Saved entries
━━━━━━━━━━

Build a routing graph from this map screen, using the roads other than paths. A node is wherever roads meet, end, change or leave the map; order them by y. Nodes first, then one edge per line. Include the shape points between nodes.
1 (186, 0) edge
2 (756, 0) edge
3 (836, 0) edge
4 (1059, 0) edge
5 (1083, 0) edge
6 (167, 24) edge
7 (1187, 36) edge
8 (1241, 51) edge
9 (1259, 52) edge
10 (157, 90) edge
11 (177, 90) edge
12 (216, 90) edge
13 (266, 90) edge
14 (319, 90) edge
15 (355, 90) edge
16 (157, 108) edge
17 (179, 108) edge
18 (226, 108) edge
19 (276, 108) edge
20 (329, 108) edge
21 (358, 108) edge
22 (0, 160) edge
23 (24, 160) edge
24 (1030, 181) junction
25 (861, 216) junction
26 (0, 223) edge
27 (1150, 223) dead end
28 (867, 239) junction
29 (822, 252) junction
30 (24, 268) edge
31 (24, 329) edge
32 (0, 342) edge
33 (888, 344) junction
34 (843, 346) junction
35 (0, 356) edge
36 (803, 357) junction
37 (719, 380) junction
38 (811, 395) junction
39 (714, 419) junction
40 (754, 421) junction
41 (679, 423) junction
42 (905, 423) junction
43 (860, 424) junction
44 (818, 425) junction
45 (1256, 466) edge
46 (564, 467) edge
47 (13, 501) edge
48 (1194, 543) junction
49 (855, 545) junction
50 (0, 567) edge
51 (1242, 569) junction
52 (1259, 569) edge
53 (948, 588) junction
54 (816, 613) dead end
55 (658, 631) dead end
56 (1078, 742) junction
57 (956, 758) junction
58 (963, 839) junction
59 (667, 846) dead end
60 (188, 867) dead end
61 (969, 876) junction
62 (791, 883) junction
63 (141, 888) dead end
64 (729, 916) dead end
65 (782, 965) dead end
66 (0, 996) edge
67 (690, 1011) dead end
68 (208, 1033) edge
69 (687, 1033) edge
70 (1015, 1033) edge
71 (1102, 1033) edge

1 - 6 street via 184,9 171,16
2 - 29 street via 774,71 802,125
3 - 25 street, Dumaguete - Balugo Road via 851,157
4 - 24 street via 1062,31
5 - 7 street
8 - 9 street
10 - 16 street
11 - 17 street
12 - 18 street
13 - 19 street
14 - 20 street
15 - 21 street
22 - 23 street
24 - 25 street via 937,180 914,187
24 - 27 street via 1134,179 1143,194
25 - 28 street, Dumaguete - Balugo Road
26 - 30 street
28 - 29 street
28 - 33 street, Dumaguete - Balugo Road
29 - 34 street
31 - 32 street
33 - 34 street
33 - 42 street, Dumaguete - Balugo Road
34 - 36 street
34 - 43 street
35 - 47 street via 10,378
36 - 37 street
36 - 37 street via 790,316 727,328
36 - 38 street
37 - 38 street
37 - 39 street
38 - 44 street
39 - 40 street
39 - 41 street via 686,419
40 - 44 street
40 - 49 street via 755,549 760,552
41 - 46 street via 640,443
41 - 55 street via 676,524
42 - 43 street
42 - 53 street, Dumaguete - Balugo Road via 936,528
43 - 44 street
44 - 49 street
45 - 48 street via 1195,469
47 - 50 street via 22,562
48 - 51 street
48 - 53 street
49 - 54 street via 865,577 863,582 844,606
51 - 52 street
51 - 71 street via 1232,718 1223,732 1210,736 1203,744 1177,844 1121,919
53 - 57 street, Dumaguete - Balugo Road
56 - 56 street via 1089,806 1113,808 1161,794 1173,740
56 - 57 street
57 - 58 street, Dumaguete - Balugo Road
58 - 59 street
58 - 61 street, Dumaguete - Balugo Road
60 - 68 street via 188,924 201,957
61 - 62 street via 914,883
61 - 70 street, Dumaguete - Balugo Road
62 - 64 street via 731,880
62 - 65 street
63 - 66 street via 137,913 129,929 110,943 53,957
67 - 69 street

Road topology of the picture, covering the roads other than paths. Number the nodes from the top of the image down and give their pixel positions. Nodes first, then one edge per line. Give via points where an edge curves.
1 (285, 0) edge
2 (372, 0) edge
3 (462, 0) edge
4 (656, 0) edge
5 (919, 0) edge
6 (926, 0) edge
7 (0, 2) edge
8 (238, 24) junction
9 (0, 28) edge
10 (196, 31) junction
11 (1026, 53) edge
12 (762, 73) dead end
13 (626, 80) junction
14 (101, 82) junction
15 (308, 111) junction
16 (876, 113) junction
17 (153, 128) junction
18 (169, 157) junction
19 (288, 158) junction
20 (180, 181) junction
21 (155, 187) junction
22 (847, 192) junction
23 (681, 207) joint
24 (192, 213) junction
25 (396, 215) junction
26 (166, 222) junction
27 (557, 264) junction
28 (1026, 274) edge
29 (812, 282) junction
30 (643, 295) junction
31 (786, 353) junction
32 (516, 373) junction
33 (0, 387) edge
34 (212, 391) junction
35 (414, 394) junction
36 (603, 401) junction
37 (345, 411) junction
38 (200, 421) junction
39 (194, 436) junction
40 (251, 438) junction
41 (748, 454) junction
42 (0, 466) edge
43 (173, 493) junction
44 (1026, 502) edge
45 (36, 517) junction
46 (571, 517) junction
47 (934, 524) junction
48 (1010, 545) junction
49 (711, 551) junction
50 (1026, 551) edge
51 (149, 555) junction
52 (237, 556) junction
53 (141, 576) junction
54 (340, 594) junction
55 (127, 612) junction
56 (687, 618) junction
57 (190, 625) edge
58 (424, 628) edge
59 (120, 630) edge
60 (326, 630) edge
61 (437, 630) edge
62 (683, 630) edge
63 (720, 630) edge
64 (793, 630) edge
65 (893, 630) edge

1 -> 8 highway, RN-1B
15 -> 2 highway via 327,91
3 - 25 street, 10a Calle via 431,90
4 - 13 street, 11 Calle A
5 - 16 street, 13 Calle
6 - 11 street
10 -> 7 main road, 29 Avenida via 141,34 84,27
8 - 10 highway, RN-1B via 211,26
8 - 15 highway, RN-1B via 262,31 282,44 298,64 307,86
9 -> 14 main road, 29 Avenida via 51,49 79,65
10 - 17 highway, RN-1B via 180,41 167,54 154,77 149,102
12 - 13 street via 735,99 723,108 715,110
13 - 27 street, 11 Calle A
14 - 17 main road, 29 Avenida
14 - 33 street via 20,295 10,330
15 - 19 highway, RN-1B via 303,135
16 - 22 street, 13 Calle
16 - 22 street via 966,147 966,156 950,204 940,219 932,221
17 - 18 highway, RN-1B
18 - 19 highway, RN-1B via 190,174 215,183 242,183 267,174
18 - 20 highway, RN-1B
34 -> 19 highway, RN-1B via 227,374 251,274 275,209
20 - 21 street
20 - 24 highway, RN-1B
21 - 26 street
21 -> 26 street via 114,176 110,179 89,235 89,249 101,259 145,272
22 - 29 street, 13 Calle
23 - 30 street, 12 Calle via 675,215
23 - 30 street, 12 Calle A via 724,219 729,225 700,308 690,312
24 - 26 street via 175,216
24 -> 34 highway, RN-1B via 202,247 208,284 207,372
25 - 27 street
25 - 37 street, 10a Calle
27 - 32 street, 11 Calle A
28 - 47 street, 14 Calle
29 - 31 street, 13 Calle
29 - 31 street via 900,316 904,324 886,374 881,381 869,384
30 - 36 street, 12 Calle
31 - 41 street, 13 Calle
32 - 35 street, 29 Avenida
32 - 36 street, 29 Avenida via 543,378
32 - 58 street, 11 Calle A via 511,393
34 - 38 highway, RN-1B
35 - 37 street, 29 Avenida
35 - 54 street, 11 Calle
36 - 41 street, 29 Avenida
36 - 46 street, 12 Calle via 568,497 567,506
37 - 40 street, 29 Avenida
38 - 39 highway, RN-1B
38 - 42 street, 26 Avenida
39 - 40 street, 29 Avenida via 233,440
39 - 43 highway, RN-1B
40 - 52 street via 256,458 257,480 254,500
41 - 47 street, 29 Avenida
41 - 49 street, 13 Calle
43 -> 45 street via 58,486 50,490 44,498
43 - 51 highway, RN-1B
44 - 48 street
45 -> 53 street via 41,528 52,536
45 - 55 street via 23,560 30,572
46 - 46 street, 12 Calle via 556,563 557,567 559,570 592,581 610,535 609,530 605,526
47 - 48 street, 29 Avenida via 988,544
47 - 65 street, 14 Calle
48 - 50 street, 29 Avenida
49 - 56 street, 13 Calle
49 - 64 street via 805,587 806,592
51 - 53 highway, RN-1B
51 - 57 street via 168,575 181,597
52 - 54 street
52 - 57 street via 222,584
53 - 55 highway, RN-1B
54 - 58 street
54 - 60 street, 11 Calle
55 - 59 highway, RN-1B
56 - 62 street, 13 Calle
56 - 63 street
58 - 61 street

━━━━━━━━━━

• Goal of the exercise: Wherever the string "Dumaguete" appears in the entries above, return the line it appears on.

• Task output:
3 - 25 street, Dumaguete - Balugo Road via 851,157
25 - 28 street, Dumaguete - Balugo Road
28 - 33 street, Dumaguete - Balugo Road
33 - 42 street, Dumaguete - Balugo Road
42 - 53 street, Dumaguete - Balugo Road via 936,528
53 - 57 street, Dumaguete - Balugo Road
57 - 58 street, Dumaguete - Balugo Road
58 - 61 street, Dumaguete - Balugo Road
61 - 70 street, Dumaguete - Balugo Road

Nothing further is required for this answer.